A distanza di tanti anni, realizzare tutto ciò potrebbe sembrare abbastanza semplice, ma nel 1985 non lo era per niente. Non solo perché nessuna istituzione di ricerca, privata o pubblica, aveva alcuna intenzione di collaborare con gli antivivisezionisti, non solo perché quello che le associazioni potevano offrire ai ricercatori erano cifre irrisorie e quindi ben poco appetibili, ma anche perché nell’ambiente stesso dell’antivivisezionismo, avere contatti con chi compiva esperimenti sugli animali, era visto con grande diffidenza. Spiace ammetterlo, ma da psichiatra posso affermare che non è infrequente riscontrare atteggiamenti paranoici in ambiente antivivisezionista.

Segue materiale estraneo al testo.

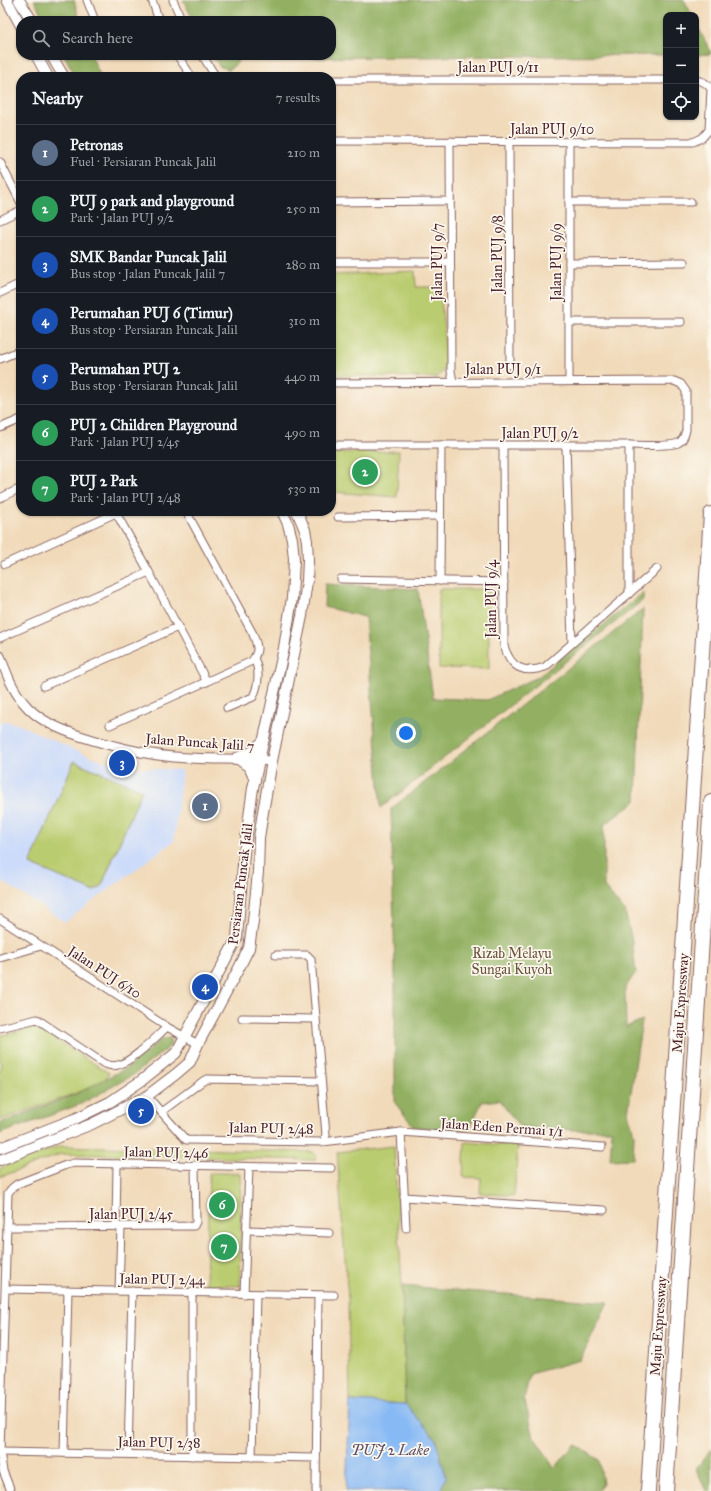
<!DOCTYPE html>
<meta charset="utf-8">
<style>
body{margin:0;font-family:"IM FELL Great Primer",serif;background:#20242c;color:#f1f3f6}
.controls{position:absolute;right:12px;top:12px;display:grid;overflow:hidden;border-radius:8px;box-shadow:0 1px 3px #0004}
.controls button{width:36px;height:36px;display:grid;place-items:center;padding:0;border:0;border-bottom:1px solid #363941;background:#171b24;color:#f1f3f6;font:20px sans-serif}
.you{position:absolute;left:406px;top:733px;width:14px;height:14px;margin:-10px;border:3px solid #fff;border-radius:50%;background:#1a73e8;box-shadow:0 0 0 6px #1a73e833}
.badge{display:grid;place-items:center;width:26px;height:26px;border-radius:50%;background:#1f6fb2;color:#fff;font-size:13px;font-weight:700}
.pin{position:absolute;translate:-50% -50%;border:2px solid #fff;box-shadow:0 1px 4px #0006}
.list{margin:0;padding:0;list-style:none}
h2{display:flex;justify-content:space-between;align-items:center;height:52px;margin:0;padding:0 16px;font-size:17px}
h2 small{font-size:13px;font-weight:400;color:#9ea1a6}
.list li{display:grid;grid-template-columns:26px 1fr auto;gap:12px;align-items:center;box-sizing:border-box;height:56px;padding:0 16px;border-top:1px solid #363941}
.list b{display:block;font-size:15px;white-space:nowrap}
.list p{margin:0;font-size:13px;white-space:nowrap;color:#9ea1a6}
.list em{font-size:13px;font-style:normal;color:#9ea1a6}
.icon{flex:none;width:22px;height:22px;fill:none;stroke:currentColor;stroke-width:2;stroke-linecap:round;stroke-linejoin:round}
.map{position:relative;flex:none;width:711px;height:1491px;overflow:hidden}
.search{position:absolute;background:#171b24;box-shadow:0 1px 3px #0004;left:16px;top:16px;width:320px;height:44px;display:flex;align-items:center;gap:10px;box-sizing:border-box;padding:0 14px;border-radius:16px;color:#9ea1a6;font-size:15px}
.panel{position:absolute;background:#171b24;box-shadow:0 1px 3px #0004;left:16px;top:72px;width:320px;height:444px;border-radius:16px}
.map>svg:first-child{display:block}
.built{fill:#ccdbfa}
.green{fill:#bacc6f;stroke:#82764d}
.forest{fill:#93b062;stroke:#6e6846}
.water{fill:#87b9f4;stroke:#686c90}
.lines{fill:none;stroke-linecap:round;stroke-linejoin:round}
.minor-casing{stroke:#84605d;stroke-width:9}
.tertiary-casing{stroke:#84605d;stroke-width:11}
.secondary-casing{stroke:#84605d;stroke-width:12}
.motorway-casing{stroke:#84605d;stroke-width:16}
.minor{stroke:#fff;stroke-width:7}
.tertiary{stroke:#fff;stroke-width:9}
.secondary{stroke:#fff;stroke-width:10}
.motorway{stroke:#fff;stroke-width:14}
.labels{text-anchor:middle;stroke-width:3.5;stroke-linejoin:round;paint-order:stroke}
.street-label{font-size:14px;fill:#4a1f2b;stroke:#fbf7ec}
.park-label{font-size:14px;fill:#6c533f;stroke:#fbf7ec}
.water-label{font-size:15px;font-style:italic;fill:#5c4d67;stroke:#fbf7ec}
</style>
<div class="map">
<svg width="711" height="1491" viewBox="0 0 711 1491">
<rect width="100%" height="100%" fill="#fbf7ec"/>
<filter id="ink" filterUnits="userSpaceOnUse"><feTurbulence type="fractalNoise" baseFrequency=".025" numOctaves="2"/><feDisplacementMap in="SourceGraphic" scale="8" xChannelSelector="R" yChannelSelector="G"/><feConvolveMatrix kernelMatrix="1 2 1 2 8 2 1 2 1" color-interpolation-filters="sRGB"/></filter>
<filter id="wash" filterUnits="userSpaceOnUse"><feTurbulence type="fractalNoise" baseFrequency=".012" numOctaves="4" result="noise"/><feDisplacementMap in="SourceGraphic" scale="16" xChannelSelector="R" yChannelSelector="G"/><feGaussianBlur stdDeviation="0.9" result="paint"/><feColorMatrix in="noise" values="0 0 0 0 0 0 0 0 0 0 0 0 0 0 0 0 0 1.4 0 .05"/><feComposite in="paint" operator="in"/></filter>
<g filter="url(#wash)">
<rect width="100%" height="100%" fill="#f1daba"/>
<path class="built" d="M7 721 17 724 79 752 120 767 182 770 174 841 65 922 0 880V722Z"/>
<g class="green">
<path d="M415 271 416 287H440L447 366 437 378 331 375V275Z"/>
<path d="M399 451 397 497 331 492V453Z"/>
<path d="M439 589H489V669L439 668Z"/>
<path d="M74 761 142 790 101 887 93 891 30 864Z"/>
<path d="M36 1027 109 1073 102 1084 0 1120V1036Z"/>
<path d="M465 1142 518 1146 514 1196 480 1193 481 1178 463 1177Z"/>
<path d="M60 1146 313 1152 317 1156 314 1160 61 1154 0 1177V1168Z"/>
<path d="M394 1146 402 1286 405 1404 350 1401 348 1299 337 1152Z"/>
<path d="M209 1173H240L241 1221 240 1286 206 1285Z"/>
</g>
<g class="forest">
<path d="M34 0H74L80 21H45Z"/>
<path d="M183 0H684L692 15H666V55L277 58 268 55H331V21H194Z"/>
<path d="M696 23 711 53V54L696 55Z"/>
<path d="M64 55H91L101 77H76Z"/>
<path d="M213 55H239L237 63 229 70 219 66Z"/>
<path d="M325 584 418 589 433 698 487 700 538 677 643 593V600L381 808 365 617 324 607Z"/>
<path d="M643 609 636 801 604 825V887L625 912 632 941 636 972 625 988 626 1027 642 1020 628 1112 634 1134 633 1159 610 1160 612 1130H576L520 1127 499 1100 482 1102 469 1130 414 1127 395 1103V972L391 809Z"/>
<path d="M170 1038 171 1045 135 1074 81 1104 0 1134V1123L76 1094 130 1066 162 1039Z"/>
<path d="M402 1286 608 1302 580 1360 530 1374 524 1398 534 1437 555 1468 575 1444 599 1460 603 1483 598 1491H440L446 1477 435 1438 405 1404Z"/>
<path d="M711 1449V1491H706L696 1469Z"/>
</g>
<path class="water" d="M350 1401 405 1404 435 1438 446 1477 440 1491H346Z"/>
</g>
<g filter="url(#ink)">
<g class="lines">
<defs>
<g id="minor">
<path d="M87 0 95 21"/>
<path d="M152 0 159 21"/>
<path d="M173 0 182 21"/>
<path d="M177 55 192 77"/>
<path d="M202 55 216 77"/>
<path d="M331 80H666"/>
<path d="M331 141 693 142 702 138 709 130 711 89C707 83 703 81 696 80"/>
<path d="M450 141 451 371 453 382"/>
<path d="M509 142 510 365"/>
<path d="M569 142V381"/>
<path d="M0 162 21 203"/>
<path d="M331 202 450 201"/>
<path d="M569 202H691"/>
<path d="M0 220 21 210"/>
<path d="M331 262H450"/>
<path d="M569 263 684 262"/>
<path d="M0 293 21 283"/>
<path d="M569 322H681"/>
<path d="M0 359 21 350"/>
<path d="M331 383 674 381 681 384 686 391V430C685 435 683 441 678 443 669 447 640 445 629 445H331"/>
<path d="M0 428 21 419"/>
<path d="M566 445 572 643"/>
<path d="M629 445V594"/>
<path d="M503 446 504 646C511 668 523 674 545 667L657 569"/>
<path d="M0 498 21 488"/>
<path d="M115 511 149 572 207 682"/>
<path d="M338 517 440 516"/>
<path d="M5 564 116 513"/>
<path d="M341 579 504 582"/>
<path d="M440 581 441 445"/>
<path d="M0 638 149 572"/>
<path d="M44 686 178 627"/>
<path d="M227 708 253 697C259 684 260 671 254 658"/>
<path d="M110 725 252 661C260 650 257 645 253 634L186 511"/>
<path d="M0 919 167 1027 198 1044"/>
<path d="M0 958 41 946"/>
<path d="M242 1018 315 1019"/>
<path d="M0 1028 37 1019 103 1063C108 1065 112 1067 118 1065 133 1061 155 1038 167 1027"/>
<path d="M147 1096 186 1140 323 1142 326 1135 311 959 307 955H276"/>
<path d="M161 1112 203 1081 207 1079 321 1081"/>
<path d="M401 1132 406 1228"/>
<path d="M323 1142 401 1132 602 1147"/>
<path d="M404 1197 604 1210"/>
<path d="M7 1227 194 1226 196 1222 195 1165"/>
<path d="M116 1227 117 1164"/>
<path d="M247 1230 329 1233"/>
<path d="M6 1289 334 1295"/>
<path d="M119 1291 121 1227"/>
<path d="M244 1294 249 1168"/>
<path d="M0 1452 316 1458"/>
<path d="M64 1453 68 1290"/>
<path d="M128 1454 132 1291"/>
<path d="M192 1456V1292"/>
<path d="M252 1457 256 1294"/>
<path d="M11 1491 3 1471 0 1452 8 1193 12 1188 17 1184 66 1165 74 1163 331 1168"/>
<path d="M316 1491 318 1296"/>
</g>
<path id="tertiary" d="M0 656C6 672 12 689 23 702 37 720 59 729 80 736 111 746 142 754 174 757 207 760 239 758 272 761"/>
<g id="secondary">
<path d="M7 0 21 26"/>
<path d="M19 0 32 21"/>
<path d="M36 55 48 77"/>
<path d="M51 55 64 77"/>
<path d="M237 758 252 752 263 741"/>
<path d="M237 758 249 767 255 780"/>
<path d="M0 1148 77 1118 110 1102 141 1081 176 1053 237 938 244 853 253 788 284 648 292 598 294 559 292 539 288 524 282 511"/>
<path d="M0 1160 92 1124 147 1096 176 1074 190 1062 198 1044 239 968 249 948 253 921 258 872 259 838 263 812 272 761 302 616 307 581 308 560 307 541 305 530 297 511"/>
</g>
<g id="motorway">
<path d="M648 1491 711 514"/>
<path d="M666 1491 711 802"/>
</g>
</defs>
<use href="#minor" class="minor-casing"/>
<use href="#tertiary" class="tertiary-casing"/>
<use href="#secondary" class="secondary-casing"/>
<use href="#motorway" class="motorway-casing"/>
<use href="#minor" class="minor"/>
<use href="#tertiary" class="tertiary"/>
<use href="#secondary" class="secondary"/>
<use href="#motorway" class="motorway"/>
</g>
</g>
<g class="labels">
<g class="street-label">
<text x="498" y="72">Jalan PUJ 9/11</text>
<text x="552" y="134">Jalan PUJ 9/10</text>
<text transform="translate(497 254) rotate(-90)" y="5">Jalan PUJ 9/8</text>
<text transform="translate(437 262) rotate(-90)" y="5">Jalan PUJ 9/7</text>
<text transform="translate(556 262) rotate(-90)" y="5">Jalan PUJ 9/9</text>
<text x="503" y="374">Jalan PUJ 9/1</text>
<text x="540" y="438">Jalan PUJ 9/2</text>
<text transform="translate(491 599) rotate(-90)" y="5">Jalan PUJ 9/4</text>
<text transform="translate(200 742) rotate(4)" y="5">Jalan Puncak Jalil 7</text>
<text transform="translate(240 884) rotate(-83)" y="5">Persiaran Puncak Jalil</text>
<text transform="translate(105 972) rotate(33)" y="5">Jalan PUJ 6/10</text>
<text transform="translate(680 1003) rotate(-86)" y="5">Maju Expressway</text>
<text transform="translate(502 1127) rotate(4)" y="5">Jalan Eden Permai 1/1</text>
<text transform="translate(271 1128) rotate(1)" y="5">Jalan PUJ 2/48</text>
<text transform="translate(166 1152) rotate(1)" y="5">Jalan PUJ 2/46</text>
<text x="131" y="1219">Jalan PUJ 2/45</text>
<text transform="translate(162 1279) rotate(1)" y="5">Jalan PUJ 2/44</text>
<text transform="translate(658 1326) rotate(-86)" y="5">Maju Expressway</text>
<text transform="translate(159 1442) rotate(1)" y="5">Jalan PUJ 2/38</text>
</g>
<g class="park-label">
<text x="512" y="958">Rizab Melayu<tspan x="512" dy="16">Sungai Kuyoh</tspan></text>
</g>
<g class="water-label">
<text x="390" y="1455">PUJ 2 Lake</text>
</g>
</g>
</svg>
<div class="controls">
<button>+</button>
<button>−</button>
<button><svg class="icon" aria-label="locate" viewBox="0 0 24 24"><circle cx="12" cy="12" r="6"/><path d="M12 2v4M12 18v4M2 12h4M18 12h4"/></svg></button>
</div>
<div class="you"></div>
<div class="pin badge" style="left:205px;top:806px;background:#5c6f8a">1</div>
<div class="pin badge" style="left:365px;top:472px;background:#2e9e5b">2</div>
<div class="pin badge" style="left:122px;top:763px;background:#1a4fb4">3</div>
<div class="pin badge" style="left:205px;top:987px;background:#1a4fb4">4</div>
<div class="pin badge" style="left:141px;top:1111px;background:#1a4fb4">5</div>
<div class="pin badge" style="left:222px;top:1205px;background:#2e9e5b">6</div>
<div class="pin badge" style="left:224px;top:1247px;background:#2e9e5b">7</div>
<div class="search"><svg class="icon" aria-label="search" viewBox="0 0 24 24"><circle cx="10" cy="10" r="6"/><path d="M15 15l6 6"/></svg>Search here</div>
<section class="panel">
<h2>Nearby<small>7 results</small></h2>
<ul class="list">
<li><span class="badge" style="background:#5c6f8a">1</span><div><b>Petronas</b><p>Fuel · Persiaran Puncak Jalil</p></div><em>210 m</em></li>
<li><span class="badge" style="background:#2e9e5b">2</span><div><b>PUJ 9 park and playground</b><p>Park · Jalan PUJ 9/2</p></div><em>250 m</em></li>
<li><span class="badge" style="background:#1a4fb4">3</span><div><b>SMK Bandar Puncak Jalil</b><p>Bus stop · Jalan Puncak Jalil 7</p></div><em>280 m</em></li>
<li><span class="badge" style="background:#1a4fb4">4</span><div><b>Perumahan PUJ 6 (Timur)</b><p>Bus stop · Persiaran Puncak Jalil</p></div><em>310 m</em></li>
<li><span class="badge" style="background:#1a4fb4">5</span><div><b>Perumahan PUJ 2</b><p>Bus stop · Persiaran Puncak Jalil</p></div><em>440 m</em></li>
<li><span class="badge" style="background:#2e9e5b">6</span><div><b>PUJ 2 Children Playground</b><p>Park · Jalan PUJ 2/45</p></div><em>490 m</em></li>
<li><span class="badge" style="background:#2e9e5b">7</span><div><b>PUJ 2 Park</b><p>Park · Jalan PUJ 2/48</p></div><em>530 m</em></li>
</ul>
</section>
</div>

Alcuni tendono, in una logica complottistica, a interpretare i comportamenti e le scelte altri, soprattutto se non coincidono con il nostro punto di vista, come frutto di malafede, e anche in quel caso fu così.
Per quanti gioirono con Kim Buti per quel piccolo risultato ottenuto, piccolo nell’immediato, ma enorme in prospettiva, vi furono diverse altre persone che cominciarono a dire che Kim Buti era un infiltrato delle industrie farmaceutiche, che era un traditore, oppure era uno che già dall’inizio era al soldo dei nostri avversari.
Ho avuto la fortuna e il privilegio di conoscere personalmente Kim Buti, una persona che aveva un’ avviata attività commerciale, economicamente benestante, che non aveva alcun bisogno di cercare denaro da qualche altra parte. Anzi, per portare avanti il suo sogno antivivisezionista, Kim Buti chiuse la sua attività e, a un certo punto, per andare avanti gli era stato riconosciuto un piccolo stipendio che avrebbe dovuto prendere mensilmente dalle entrate della
LEAL. Solo dopo la sua morte, la sorella, che era l’unica erede, si accorse che quella cifra mensile, a lui dovuta, non era mai ritirata. In altre parole, nonostante Kim Buti lavorasse a tempo pieno per la LEAL e per questo motivo avesse chiuso la sua attività commerciale e quindi non avesse alcuna fonte di reddito, nonostante sarebbe stato perfettamente legale percepire quel piccolo stipendio, nonostante tutto ciò Kim Buti non prese una sola lira dalla LEAL.
Credo sia sempre importante conoscere le proprie radici e da dove veniamo. Non esistono dubbi che il movimento antivivisezionista italiano poggia le sue radici su quanto ha fatto Kim Buti ed è arrivato, dove è arrivato, anche grazie alle sue intuizioni, la più importante delle quali è proprio la sponsorizzazione dei metodi alternativi.
Io ho conosciuto Kim Buti nella calda estate nel 1982 in uno scantinato in via Cavalcanti 14 a Milano, perché lì è stata la prima sede della LEAL. Ero un giovane studente in medicina che stava terminando il primo anno; parlammo a lungo, mi regalò una copia del libro Imperatrice Nuda di Hans Ruesch, mi strinse la mano e la mia vita cambiò. Io ho conosciuto un illuminato che si chiamava Kim Buti, non l’ho mai dimenticato e mai lo dimenticherò.